What is needed
Until the last line is reached, keep transcribing the material exactly.
--- START ---
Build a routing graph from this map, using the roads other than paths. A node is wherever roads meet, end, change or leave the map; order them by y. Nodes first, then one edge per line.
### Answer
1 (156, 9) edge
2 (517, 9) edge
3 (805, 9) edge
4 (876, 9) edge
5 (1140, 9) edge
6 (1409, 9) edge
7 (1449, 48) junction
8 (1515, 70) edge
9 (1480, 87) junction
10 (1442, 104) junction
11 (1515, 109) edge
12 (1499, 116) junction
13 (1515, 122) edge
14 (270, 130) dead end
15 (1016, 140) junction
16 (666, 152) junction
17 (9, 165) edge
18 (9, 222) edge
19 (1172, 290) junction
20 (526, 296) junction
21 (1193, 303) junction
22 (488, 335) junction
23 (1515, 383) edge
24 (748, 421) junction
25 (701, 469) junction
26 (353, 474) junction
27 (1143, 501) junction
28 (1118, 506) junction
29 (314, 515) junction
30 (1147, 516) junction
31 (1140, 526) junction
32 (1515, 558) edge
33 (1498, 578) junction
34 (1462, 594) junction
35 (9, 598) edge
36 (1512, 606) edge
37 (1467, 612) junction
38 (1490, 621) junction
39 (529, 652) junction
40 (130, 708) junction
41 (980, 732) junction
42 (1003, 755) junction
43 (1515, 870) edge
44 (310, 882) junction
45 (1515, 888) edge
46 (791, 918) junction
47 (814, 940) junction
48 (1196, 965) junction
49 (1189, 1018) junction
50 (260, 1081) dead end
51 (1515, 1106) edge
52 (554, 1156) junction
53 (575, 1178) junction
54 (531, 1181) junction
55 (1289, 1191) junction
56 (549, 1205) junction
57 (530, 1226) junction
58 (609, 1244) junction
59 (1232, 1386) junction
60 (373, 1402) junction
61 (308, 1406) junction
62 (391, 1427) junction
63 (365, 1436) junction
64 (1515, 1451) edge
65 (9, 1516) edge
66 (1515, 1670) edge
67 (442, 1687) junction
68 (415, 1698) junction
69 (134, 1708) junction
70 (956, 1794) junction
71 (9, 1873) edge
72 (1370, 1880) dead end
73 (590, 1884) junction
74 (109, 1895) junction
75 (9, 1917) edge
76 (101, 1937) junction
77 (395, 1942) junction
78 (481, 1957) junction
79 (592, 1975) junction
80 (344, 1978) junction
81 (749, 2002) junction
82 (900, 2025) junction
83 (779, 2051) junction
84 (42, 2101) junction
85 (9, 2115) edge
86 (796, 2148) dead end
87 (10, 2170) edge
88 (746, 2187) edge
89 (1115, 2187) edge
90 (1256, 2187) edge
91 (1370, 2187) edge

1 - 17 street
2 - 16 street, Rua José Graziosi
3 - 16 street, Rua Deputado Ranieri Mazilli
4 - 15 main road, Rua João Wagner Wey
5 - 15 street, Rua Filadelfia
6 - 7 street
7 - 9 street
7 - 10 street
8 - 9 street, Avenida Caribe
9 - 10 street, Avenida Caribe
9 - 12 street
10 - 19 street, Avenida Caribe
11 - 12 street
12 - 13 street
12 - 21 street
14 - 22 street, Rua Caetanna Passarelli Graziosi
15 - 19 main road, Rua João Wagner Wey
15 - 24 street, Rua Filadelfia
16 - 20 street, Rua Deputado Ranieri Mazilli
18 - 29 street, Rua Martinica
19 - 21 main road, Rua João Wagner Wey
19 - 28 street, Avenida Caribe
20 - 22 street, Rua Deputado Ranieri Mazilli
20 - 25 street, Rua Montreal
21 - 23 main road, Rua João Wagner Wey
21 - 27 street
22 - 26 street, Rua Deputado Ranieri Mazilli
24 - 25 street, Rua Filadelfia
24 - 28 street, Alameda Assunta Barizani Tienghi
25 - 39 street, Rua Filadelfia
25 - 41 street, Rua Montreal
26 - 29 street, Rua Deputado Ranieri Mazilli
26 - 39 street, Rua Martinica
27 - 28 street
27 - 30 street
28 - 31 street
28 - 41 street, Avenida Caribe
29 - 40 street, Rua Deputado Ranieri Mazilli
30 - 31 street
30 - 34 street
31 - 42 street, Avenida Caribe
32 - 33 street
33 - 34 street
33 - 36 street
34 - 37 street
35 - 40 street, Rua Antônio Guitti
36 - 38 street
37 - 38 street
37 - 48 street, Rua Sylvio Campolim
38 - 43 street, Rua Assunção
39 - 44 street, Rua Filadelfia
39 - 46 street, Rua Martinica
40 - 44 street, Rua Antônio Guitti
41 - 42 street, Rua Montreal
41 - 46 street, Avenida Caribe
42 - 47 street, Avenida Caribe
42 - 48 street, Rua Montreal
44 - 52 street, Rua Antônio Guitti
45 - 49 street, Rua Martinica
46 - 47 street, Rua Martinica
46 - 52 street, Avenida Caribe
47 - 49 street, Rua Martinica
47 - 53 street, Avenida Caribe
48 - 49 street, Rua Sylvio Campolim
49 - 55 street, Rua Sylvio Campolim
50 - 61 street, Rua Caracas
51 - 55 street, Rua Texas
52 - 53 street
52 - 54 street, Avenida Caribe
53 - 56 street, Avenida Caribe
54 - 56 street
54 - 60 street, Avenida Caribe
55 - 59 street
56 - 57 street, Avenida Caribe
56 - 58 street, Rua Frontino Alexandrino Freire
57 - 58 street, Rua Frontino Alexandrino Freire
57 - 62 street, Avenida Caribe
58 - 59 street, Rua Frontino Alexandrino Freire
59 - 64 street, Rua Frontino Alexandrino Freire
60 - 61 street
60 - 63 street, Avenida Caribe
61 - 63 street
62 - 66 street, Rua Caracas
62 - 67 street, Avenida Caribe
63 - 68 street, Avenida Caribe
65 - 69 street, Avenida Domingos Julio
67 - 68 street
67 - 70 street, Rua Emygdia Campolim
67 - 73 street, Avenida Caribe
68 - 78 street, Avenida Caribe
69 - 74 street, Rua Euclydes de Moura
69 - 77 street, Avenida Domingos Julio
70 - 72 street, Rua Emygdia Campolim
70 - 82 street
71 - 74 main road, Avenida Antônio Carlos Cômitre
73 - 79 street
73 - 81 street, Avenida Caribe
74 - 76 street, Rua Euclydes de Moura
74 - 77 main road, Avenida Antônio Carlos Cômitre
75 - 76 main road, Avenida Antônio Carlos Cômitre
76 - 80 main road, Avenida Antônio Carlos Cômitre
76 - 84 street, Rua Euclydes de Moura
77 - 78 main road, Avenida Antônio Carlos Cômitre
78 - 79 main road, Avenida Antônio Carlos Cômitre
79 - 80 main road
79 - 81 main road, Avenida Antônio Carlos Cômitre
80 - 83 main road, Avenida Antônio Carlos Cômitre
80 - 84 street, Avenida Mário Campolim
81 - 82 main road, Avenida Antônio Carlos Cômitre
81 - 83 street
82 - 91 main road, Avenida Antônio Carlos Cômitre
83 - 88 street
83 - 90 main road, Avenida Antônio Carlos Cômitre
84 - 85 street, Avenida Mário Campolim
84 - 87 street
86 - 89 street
--- END ---
Result
Build a routing graph from this map, using the roads other than paths. A node is wherever roads meet, end, change or leave the map; order them by y. Nodes first, then one edge per line.
### Answer
1 (156, 9) edge
2 (517, 9) edge
3 (805, 9) edge
4 (876, 9) edge
5 (1140, 9) edge
6 (1409, 9) edge
7 (1449, 48) junction
8 (1515, 70) edge
9 (1480, 87) junction
10 (1442, 104) junction
11 (1515, 109) edge
12 (1499, 116) junction
13 (1515, 122) edge
14 (270, 130) dead end
15 (1016, 140) junction
16 (666, 152) junction
17 (9, 165) edge
18 (9, 222) edge
19 (1172, 290) junction
20 (526, 296) junction
21 (1193, 303) junction
22 (488, 335) junction
23 (1515, 383) edge
24 (748, 421) junction
25 (701, 469) junction
26 (353, 474) junction
27 (1143, 501) junction
28 (1118, 506) junction
29 (314, 515) junction
30 (1147, 516) junction
31 (1140, 526) junction
32 (1515, 558) edge
33 (1498, 578) junction
34 (1462, 594) junction
35 (9, 598) edge
36 (1512, 606) edge
37 (1467, 612) junction
38 (1490, 621) junction
39 (529, 652) junction
40 (130, 708) junction
41 (980, 732) junction
42 (1003, 755) junction
43 (1515, 870) edge
44 (310, 882) junction
45 (1515, 888) edge
46 (791, 918) junction
47 (814, 940) junction
48 (1196, 965) junction
49 (1189, 1018) junction
50 (260, 1081) dead end
51 (1515, 1106) edge
52 (554, 1156) junction
53 (575, 1178) junction
54 (531, 1181) junction
55 (1289, 1191) junction
56 (549, 1205) junction
57 (530, 1226) junction
58 (609, 1244) junction
59 (1232, 1386) junction
60 (373, 1402) junction
61 (308, 1406) junction
62 (391, 1427) junction
63 (365, 1436) junction
64 (1515, 1451) edge
65 (9, 1516) edge
66 (1515, 1670) edge
67 (442, 1687) junction
68 (415, 1698) junction
69 (134, 1708) junction
70 (956, 1794) junction
71 (9, 1873) edge
72 (1370, 1880) dead end
73 (590, 1884) junction
74 (109, 1895) junction
75 (9, 1917) edge
76 (101, 1937) junction
77 (395, 1942) junction
78 (481, 1957) junction
79 (592, 1975) junction
80 (344, 1978) junction
81 (749, 2002) junction
82 (900, 2025) junction
83 (779, 2051) junction
84 (42, 2101) junction
85 (9, 2115) edge
86 (796, 2148) dead end
87 (10, 2170) edge
88 (746, 2187) edge
89 (1115, 2187) edge
90 (1256, 2187) edge
91 (1370, 2187) edge

1 - 17 street
2 - 16 street, Rua José Graziosi
3 - 16 street, Rua Deputado Ranieri Mazilli
4 - 15 main road, Rua João Wagner Wey
5 - 15 street, Rua Filadelfia
6 - 7 street
7 - 9 street
7 - 10 street
8 - 9 street, Avenida Caribe
9 - 10 street, Avenida Caribe
9 - 12 street
10 - 19 street, Avenida Caribe
11 - 12 street
12 - 13 street
12 - 21 street
14 - 22 street, Rua Caetanna Passarelli Graziosi
15 - 19 main road, Rua João Wagner Wey
15 - 24 street, Rua Filadelfia
16 - 20 street, Rua Deputado Ranieri Mazilli
18 - 29 street, Rua Martinica
19 - 21 main road, Rua João Wagner Wey
19 - 28 street, Avenida Caribe
20 - 22 street, Rua Deputado Ranieri Mazilli
20 - 25 street, Rua Montreal
21 - 23 main road, Rua João Wagner Wey
21 - 27 street
22 - 26 street, Rua Deputado Ranieri Mazilli
24 - 25 street, Rua Filadelfia
24 - 28 street, Alameda Assunta Barizani Tienghi
25 - 39 street, Rua Filadelfia
25 - 41 street, Rua Montreal
26 - 29 street, Rua Deputado Ranieri Mazilli
26 - 39 street, Rua Martinica
27 - 28 street
27 - 30 street
28 - 31 street
28 - 41 street, Avenida Caribe
29 - 40 street, Rua Deputado Ranieri Mazilli
30 - 31 street
30 - 34 street
31 - 42 street, Avenida Caribe
32 - 33 street
33 - 34 street
33 - 36 street
34 - 37 street
35 - 40 street, Rua Antônio Guitti
36 - 38 street
37 - 38 street
37 - 48 street, Rua Sylvio Campolim
38 - 43 street, Rua Assunção
39 - 44 street, Rua Filadelfia
39 - 46 street, Rua Martinica
40 - 44 street, Rua Antônio Guitti
41 - 42 street, Rua Montreal
41 - 46 street, Avenida Caribe
42 - 47 street, Avenida Caribe
42 - 48 street, Rua Montreal
44 - 52 street, Rua Antônio Guitti
45 - 49 street, Rua Martinica
46 - 47 street, Rua Martinica
46 - 52 street, Avenida Caribe
47 - 49 street, Rua Martinica
47 - 53 street, Avenida Caribe
48 - 49 street, Rua Sylvio Campolim
49 - 55 street, Rua Sylvio Campolim
50 - 61 street, Rua Caracas
51 - 55 street, Rua Texas
52 - 53 street
52 - 54 street, Avenida Caribe
53 - 56 street, Avenida Caribe
54 - 56 street
54 - 60 street, Avenida Caribe
55 - 59 street
56 - 57 street, Avenida Caribe
56 - 58 street, Rua Frontino Alexandrino Freire
57 - 58 street, Rua Frontino Alexandrino Freire
57 - 62 street, Avenida Caribe
58 - 59 street, Rua Frontino Alexandrino Freire
59 - 64 street, Rua Frontino Alexandrino Freire
60 - 61 street
60 - 63 street, Avenida Caribe
61 - 63 street
62 - 66 street, Rua Caracas
62 - 67 street, Avenida Caribe
63 - 68 street, Avenida Caribe
65 - 69 street, Avenida Domingos Julio
67 - 68 street
67 - 70 street, Rua Emygdia Campolim
67 - 73 street, Avenida Caribe
68 - 78 street, Avenida Caribe
69 - 74 street, Rua Euclydes de Moura
69 - 77 street, Avenida Domingos Julio
70 - 72 street, Rua Emygdia Campolim
70 - 82 street
71 - 74 main road, Avenida Antônio Carlos Cômitre
73 - 79 street
73 - 81 street, Avenida Caribe
74 - 76 street, Rua Euclydes de Moura
74 - 77 main road, Avenida Antônio Carlos Cômitre
75 - 76 main road, Avenida Antônio Carlos Cômitre
76 - 80 main road, Avenida Antônio Carlos Cômitre
76 - 84 street, Rua Euclydes de Moura
77 - 78 main road, Avenida Antônio Carlos Cômitre
78 - 79 main road, Avenida Antônio Carlos Cômitre
79 - 80 main road
79 - 81 main road, Avenida Antônio Carlos Cômitre
80 - 83 main road, Avenida Antônio Carlos Cômitre
80 - 84 street, Avenida Mário Campolim
81 - 82 main road, Avenida Antônio Carlos Cômitre
81 - 83 street
82 - 91 main road, Avenida Antônio Carlos Cômitre
83 - 88 street
83 - 90 main road, Avenida Antônio Carlos Cômitre
84 - 85 street, Avenida Mário Campolim
84 - 87 street
86 - 89 street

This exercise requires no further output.